[heap-verify] Allow for temporary invalid array length for slow elements

src/objects-debug.cc

Index: src/objects-debug.cc
diff --git a/src/objects-debug.cc b/src/objects-debug.cc
index 09be2682e252c599f16014a06aa725c38120cfec..2580bfb397d80640de18c5840c5e376fd9b5010c 100644
--- a/src/objects-debug.cc
+++ b/src/objects-debug.cc
@@ -785,12 +785,19 @@ void JSArray::JSArrayVerify() {
           elements() == isolate->heap()->empty_fixed_array());
   } else {
     CHECK(HasDictionaryElements());
-    uint32_t size;
-    CHECK(length()->ToArrayLength(&size));
-    if (size != 0) {
+    uint32_t array_length;
+    CHECK(length()->ToArrayLength(&array_length));
+    if (array_length == 0xffffffff) {
+      CHECK(length()->ToArrayLength(&array_length));
+    }
+    if (array_length != 0) {
       SeededNumberDictionary* dict = SeededNumberDictionary::cast(elements());
-      // The dictionary can never have more elements than the array length.

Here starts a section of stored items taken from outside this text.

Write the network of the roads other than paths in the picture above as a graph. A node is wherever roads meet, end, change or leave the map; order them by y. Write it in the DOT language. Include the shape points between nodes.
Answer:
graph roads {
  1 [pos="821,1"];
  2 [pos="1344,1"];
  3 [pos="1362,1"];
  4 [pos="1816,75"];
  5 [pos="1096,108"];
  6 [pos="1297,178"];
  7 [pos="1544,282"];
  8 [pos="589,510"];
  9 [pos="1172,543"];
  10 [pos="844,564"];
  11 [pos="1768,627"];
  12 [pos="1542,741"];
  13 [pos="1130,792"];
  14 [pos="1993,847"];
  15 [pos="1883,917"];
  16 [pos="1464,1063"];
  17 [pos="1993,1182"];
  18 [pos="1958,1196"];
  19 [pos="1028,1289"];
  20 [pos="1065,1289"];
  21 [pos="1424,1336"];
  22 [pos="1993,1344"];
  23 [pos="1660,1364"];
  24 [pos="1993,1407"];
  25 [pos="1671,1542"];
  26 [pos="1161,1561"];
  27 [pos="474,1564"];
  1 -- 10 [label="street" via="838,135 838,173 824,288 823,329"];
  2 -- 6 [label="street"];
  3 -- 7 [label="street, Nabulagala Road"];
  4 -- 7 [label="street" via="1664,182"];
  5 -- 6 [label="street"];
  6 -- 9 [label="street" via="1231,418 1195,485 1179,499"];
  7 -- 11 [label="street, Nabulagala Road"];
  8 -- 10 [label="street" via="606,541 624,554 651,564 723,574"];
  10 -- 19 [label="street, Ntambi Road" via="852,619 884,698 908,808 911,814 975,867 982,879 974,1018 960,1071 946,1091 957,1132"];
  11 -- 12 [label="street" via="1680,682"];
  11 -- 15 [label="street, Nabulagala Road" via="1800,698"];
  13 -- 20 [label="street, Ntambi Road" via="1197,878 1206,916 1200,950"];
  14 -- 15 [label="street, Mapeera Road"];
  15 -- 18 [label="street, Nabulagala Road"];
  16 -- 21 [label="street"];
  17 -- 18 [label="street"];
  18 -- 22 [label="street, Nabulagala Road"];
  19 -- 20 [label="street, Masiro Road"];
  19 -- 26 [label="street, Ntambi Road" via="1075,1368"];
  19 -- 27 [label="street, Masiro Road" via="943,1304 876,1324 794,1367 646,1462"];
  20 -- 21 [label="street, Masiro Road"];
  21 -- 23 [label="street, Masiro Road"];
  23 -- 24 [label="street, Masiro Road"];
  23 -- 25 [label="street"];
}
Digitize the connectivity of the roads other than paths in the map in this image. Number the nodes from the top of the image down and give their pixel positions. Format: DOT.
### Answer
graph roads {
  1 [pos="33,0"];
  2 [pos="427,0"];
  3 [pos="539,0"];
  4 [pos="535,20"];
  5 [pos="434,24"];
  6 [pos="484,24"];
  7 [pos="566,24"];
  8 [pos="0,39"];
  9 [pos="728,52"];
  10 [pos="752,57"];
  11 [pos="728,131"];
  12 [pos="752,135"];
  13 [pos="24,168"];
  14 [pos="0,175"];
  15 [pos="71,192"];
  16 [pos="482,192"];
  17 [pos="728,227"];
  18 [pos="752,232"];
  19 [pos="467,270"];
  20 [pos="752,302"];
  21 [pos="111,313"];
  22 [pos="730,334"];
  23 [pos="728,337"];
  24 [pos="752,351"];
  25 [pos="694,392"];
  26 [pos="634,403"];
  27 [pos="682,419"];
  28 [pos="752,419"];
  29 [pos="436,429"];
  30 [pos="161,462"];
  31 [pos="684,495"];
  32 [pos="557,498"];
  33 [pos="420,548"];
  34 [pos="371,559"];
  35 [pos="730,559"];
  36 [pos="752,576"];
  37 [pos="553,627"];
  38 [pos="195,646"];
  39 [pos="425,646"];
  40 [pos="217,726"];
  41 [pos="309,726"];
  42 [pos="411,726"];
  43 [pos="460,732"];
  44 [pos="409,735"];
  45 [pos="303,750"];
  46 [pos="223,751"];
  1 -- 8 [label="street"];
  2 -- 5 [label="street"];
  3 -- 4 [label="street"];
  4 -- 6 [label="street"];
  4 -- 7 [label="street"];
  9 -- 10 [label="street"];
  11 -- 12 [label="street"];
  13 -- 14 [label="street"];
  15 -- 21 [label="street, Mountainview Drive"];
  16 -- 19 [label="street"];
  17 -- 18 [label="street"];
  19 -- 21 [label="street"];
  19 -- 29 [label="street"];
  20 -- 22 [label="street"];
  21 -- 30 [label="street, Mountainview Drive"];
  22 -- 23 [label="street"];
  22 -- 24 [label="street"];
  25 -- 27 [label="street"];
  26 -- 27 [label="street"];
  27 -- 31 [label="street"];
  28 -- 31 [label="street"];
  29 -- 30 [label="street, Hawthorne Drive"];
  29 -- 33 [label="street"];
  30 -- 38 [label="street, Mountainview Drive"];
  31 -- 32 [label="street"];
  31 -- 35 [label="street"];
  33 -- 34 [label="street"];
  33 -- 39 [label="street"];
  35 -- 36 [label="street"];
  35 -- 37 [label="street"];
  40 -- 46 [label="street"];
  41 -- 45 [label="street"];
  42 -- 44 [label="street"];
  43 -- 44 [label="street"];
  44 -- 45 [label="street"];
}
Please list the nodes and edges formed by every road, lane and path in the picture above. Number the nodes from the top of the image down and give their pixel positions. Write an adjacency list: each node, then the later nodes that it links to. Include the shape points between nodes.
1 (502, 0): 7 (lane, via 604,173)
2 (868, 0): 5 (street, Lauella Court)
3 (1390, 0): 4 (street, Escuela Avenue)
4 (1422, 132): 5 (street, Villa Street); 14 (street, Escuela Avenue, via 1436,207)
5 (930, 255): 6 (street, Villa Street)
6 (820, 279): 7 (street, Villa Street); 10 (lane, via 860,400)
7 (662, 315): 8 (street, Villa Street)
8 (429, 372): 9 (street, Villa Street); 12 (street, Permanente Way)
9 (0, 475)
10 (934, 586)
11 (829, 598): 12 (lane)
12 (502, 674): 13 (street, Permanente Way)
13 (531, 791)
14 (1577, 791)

-      CHECK(static_cast<uint32_t>(dict->NumberOfElements()) <= size);
+      // The dictionary can never have more elements than the array length + 1.
+      // If the backing store grows the verification might be triggered with
+      // the old length in place.
+      uint32_t nof_elements = static_cast<uint32_t>(dict->NumberOfElements());
+      if (nof_elements != 0) nof_elements--;
+      CHECK_LE(nof_elements, array_length);
     }
   }
 }